# [What this task involves]
Reproduce, word for word, all of the records; the pictures stay out.

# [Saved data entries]
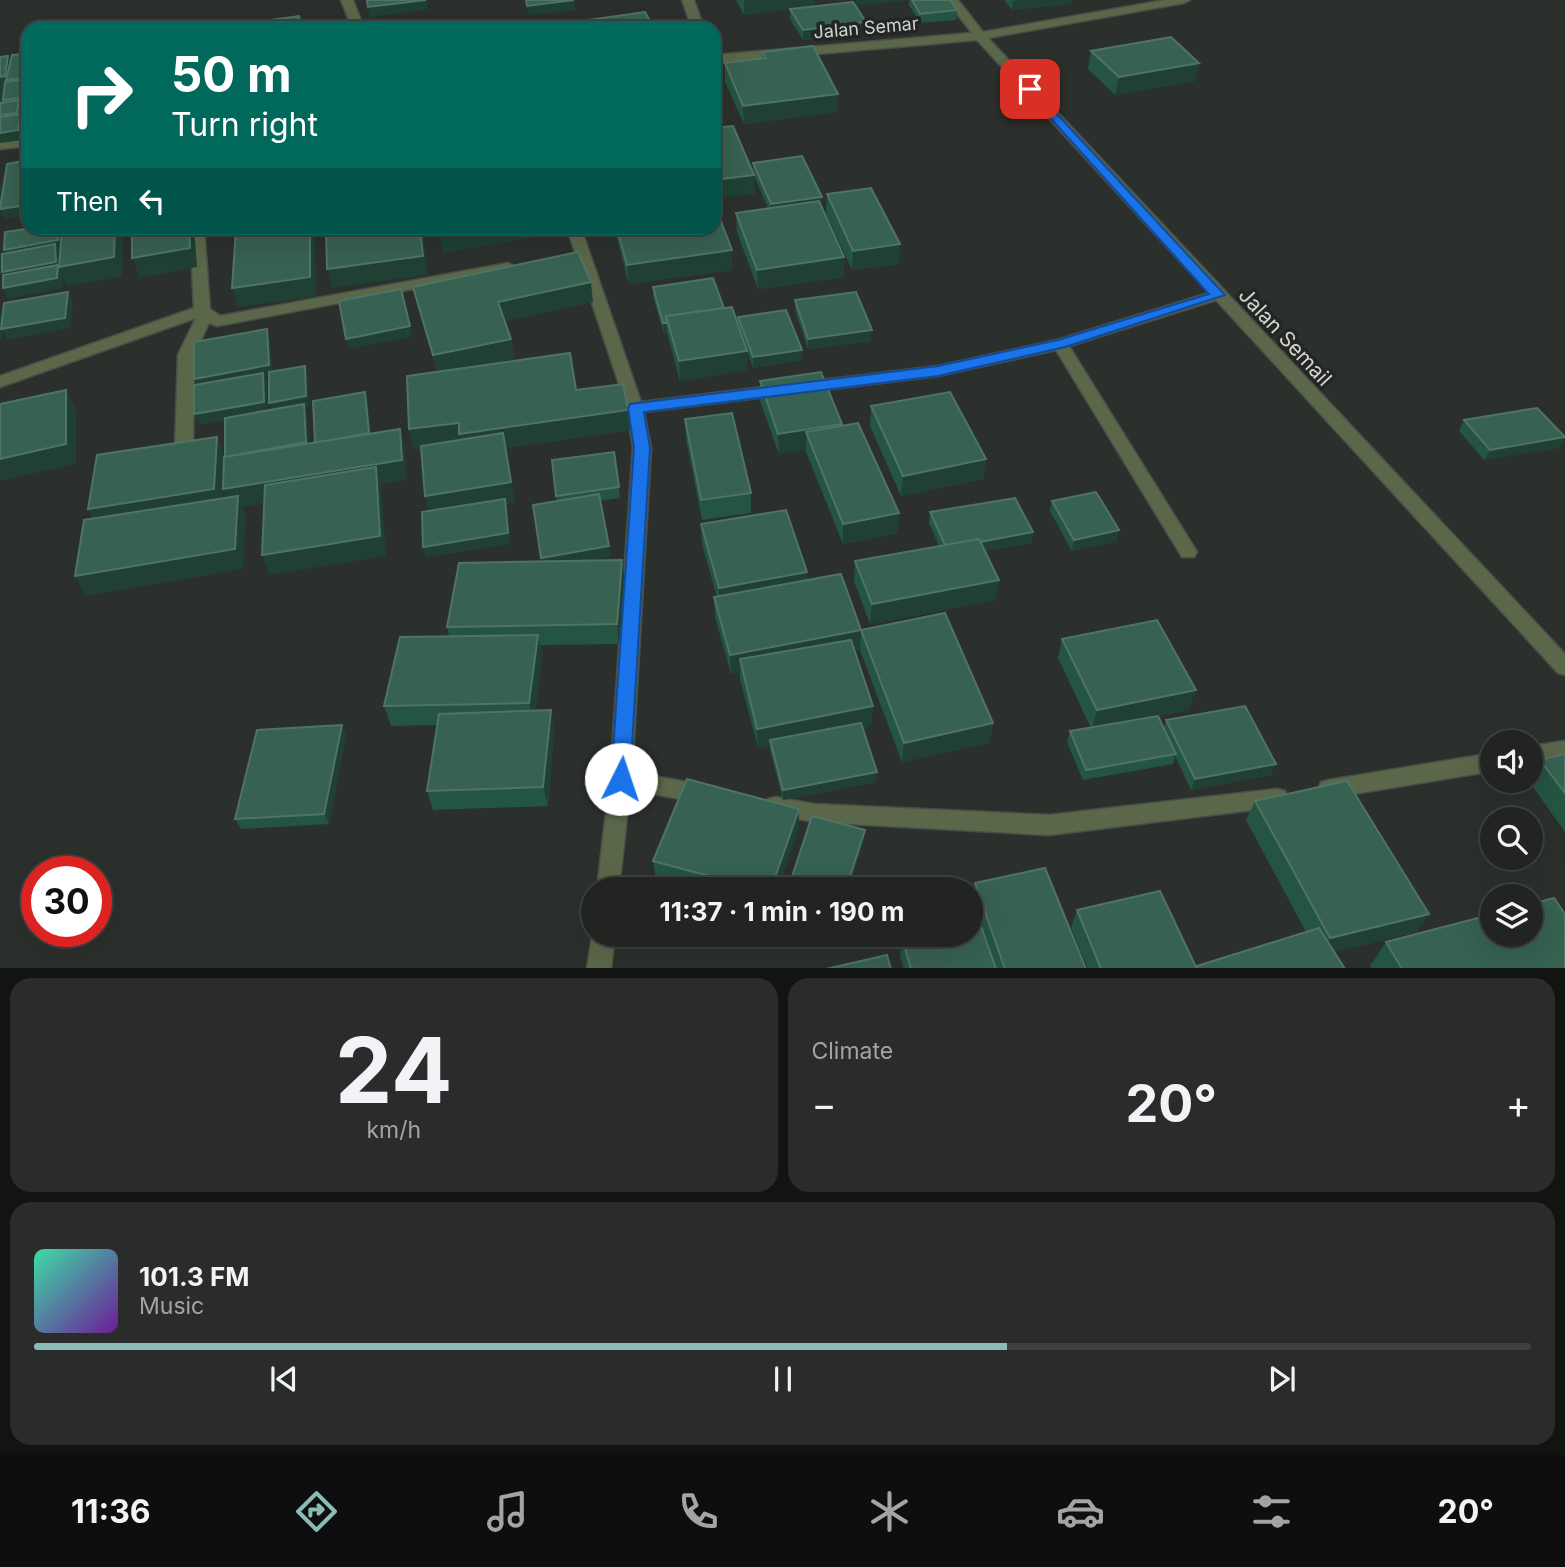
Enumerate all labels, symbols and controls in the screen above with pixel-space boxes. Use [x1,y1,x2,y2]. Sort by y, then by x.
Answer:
street label: Jalan Semar [813,12,920,43]
text: 50 m [171,45,292,104]
icon: right [56,49,147,140]
pin [1000,59,1060,119]
icon: arrive [1011,70,1049,108]
text: Turn right [171,105,318,144]
icon: left [133,182,171,220]
text: Then [56,186,119,217]
street label: Jalan Semail [1234,282,1337,391]
map controls [1480,730,1543,947]
button: sound [1480,730,1543,793]
position arrow [584,742,658,816]
button: search [1480,807,1543,870]
speed limit sign: 30 [21,856,112,947]
button: layers [1480,884,1543,947]
text: 11:37 · 1 min · 190 m [660,896,904,927]
text: 24 [335,1015,452,1125]
text: Climate [812,1037,893,1065]
text: 20° [1125,1072,1217,1135]
text: − [812,1081,837,1127]
text: + [1506,1081,1531,1127]
text: km/h [366,1116,421,1144]
text: 101.3 FM [139,1261,249,1292]
text: Music [139,1292,204,1320]
icon: previous [265,1360,303,1398]
icon: pause [764,1360,802,1398]
icon: next [1263,1360,1301,1398]
icon: directions [292,1487,341,1536]
icon: music [483,1487,532,1536]
icon: phone [674,1487,723,1536]
icon: climate [865,1487,914,1536]
icon: car [1056,1487,1105,1536]
icon: filters [1247,1487,1296,1536]
text: 11:36 [71,1492,151,1531]
text: 20° [1438,1492,1494,1531]

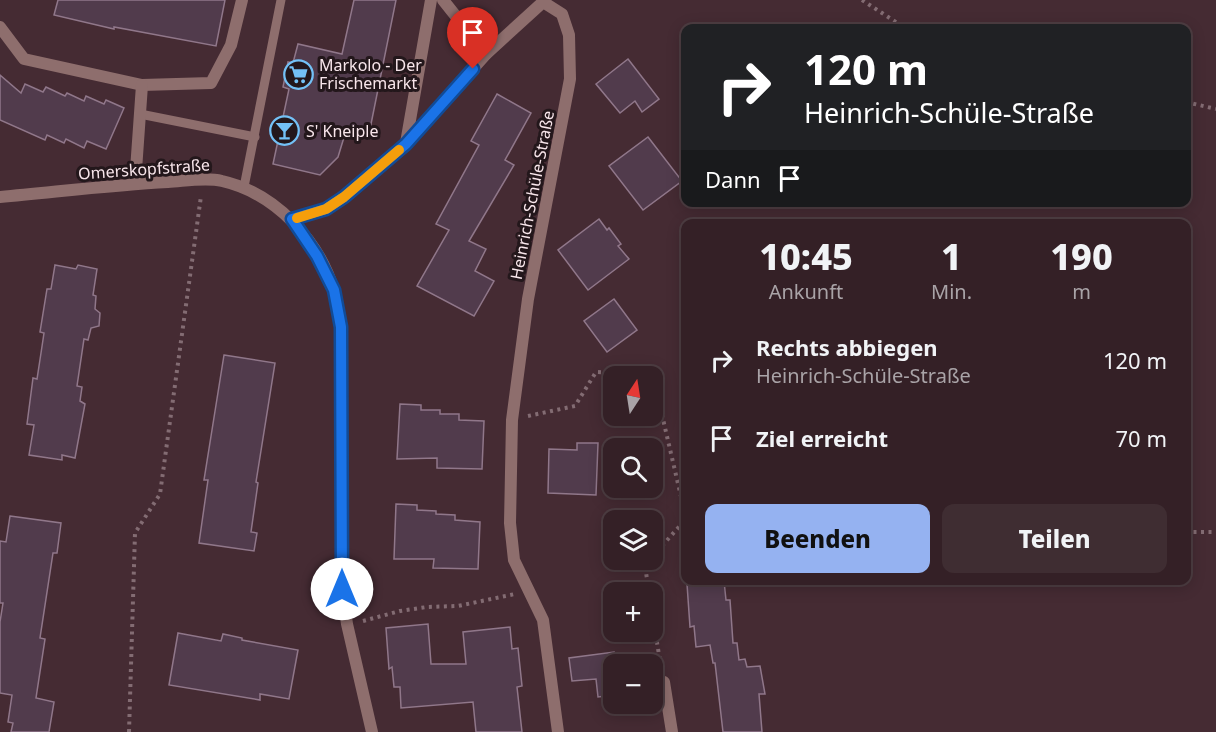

# [Result for this exercise]
Enumerate all labels, symbols and controls in the screen above with pixel-space boxes. Use [x1,y1,x2,y2]. Sort by y, then by x.
Answer:
street label: Jalan Semar [813,12,920,43]
text: 50 m [171,45,292,104]
icon: right [56,49,147,140]
pin [1000,59,1060,119]
icon: arrive [1011,70,1049,108]
text: Turn right [171,105,318,144]
icon: left [133,182,171,220]
text: Then [56,186,119,217]
street label: Jalan Semail [1234,282,1337,391]
map controls [1480,730,1543,947]
button: sound [1480,730,1543,793]
position arrow [584,742,658,816]
button: search [1480,807,1543,870]
speed limit sign: 30 [21,856,112,947]
button: layers [1480,884,1543,947]
text: 11:37 · 1 min · 190 m [660,896,904,927]
text: 24 [335,1015,452,1125]
text: Climate [812,1037,893,1065]
text: 20° [1125,1072,1217,1135]
text: − [812,1081,837,1127]
text: + [1506,1081,1531,1127]
text: km/h [366,1116,421,1144]
text: 101.3 FM [139,1261,249,1292]
text: Music [139,1292,204,1320]
icon: previous [265,1360,303,1398]
icon: pause [764,1360,802,1398]
icon: next [1263,1360,1301,1398]
icon: directions [292,1487,341,1536]
icon: music [483,1487,532,1536]
icon: phone [674,1487,723,1536]
icon: climate [865,1487,914,1536]
icon: car [1056,1487,1105,1536]
icon: filters [1247,1487,1296,1536]
text: 11:36 [71,1492,151,1531]
text: 20° [1438,1492,1494,1531]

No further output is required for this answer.